Gefestigte Doktrin Hohe Zuverlässigkeit 65 Auskünfte · 2015–2026

Geltende Auffassung

Das Recht auf Vorsteuerabzug der Mehrwertsteuer (IVA) bezieht sich auf die gezahlten Steuersätze für Waren und Dienstleistungen, die der Geschäftstätigkeit zugeordnet sind, selbst wenn der Erwerb vor dem Beginn der Tätigkeit erfolgt, sofern die Absicht, diese der Tätigkeit zuzuwenden, durch objektive Elemente nachgewiesen wird. Im Falle von steuerpflichtigen und nicht steuerpflichtigen Umsätzen ist die Regelung des anteiligen Abzugs (Prorrata) oder der getrennten Wirtschaftsbereiche anzuwenden. Steuerpflichtige, die dem System des Differenzbesteuerungsschlags (Recargo de Equivalencia) unterliegen, sind jedoch von der Abzugsfähigkeit der auf ihre Erwerbe entfallenden Steuersätze ausgeschlossen.
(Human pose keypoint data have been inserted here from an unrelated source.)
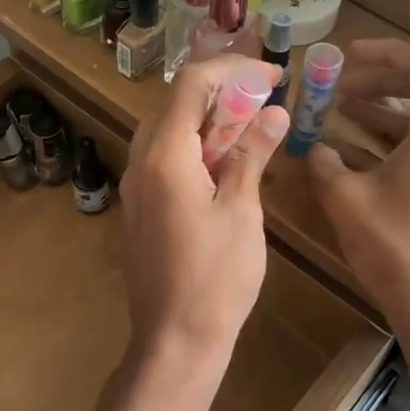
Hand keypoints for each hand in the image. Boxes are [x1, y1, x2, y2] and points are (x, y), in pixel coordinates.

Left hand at [120, 57, 288, 381]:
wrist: (174, 341)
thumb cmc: (215, 278)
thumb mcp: (241, 211)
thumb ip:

Die Position der DGT bleibt bei der Anwendung der Regeln zur Zuordnung und zum anteiligen Abzug konstant. Es ist eine Bestätigung des Ausschlusses des Vorsteuerabzugs für Steuerpflichtige zu beobachten, die nach dem System des Differenzbesteuerungsschlags besteuert werden, sowie eine Bestätigung, dass die Absicht der geschäftlichen Zuwendung den Abzug von Ausgaben ermöglicht, die vor dem Beginn der Tätigkeit getätigt wurden.

Wendepunkte

  1. V1549-24

    Legt fest, dass vor Beginn der Tätigkeit gezahlte Steuersätze abgezogen werden können, wenn die Absicht, diese der Tätigkeit zuzuwenden, durch objektive Elemente nachgewiesen wird.

Analyse auf Grundlage von 61 der 65 Auskünfte mit erkennbarer Auffassung. Aktualisiert am 30. August 2026.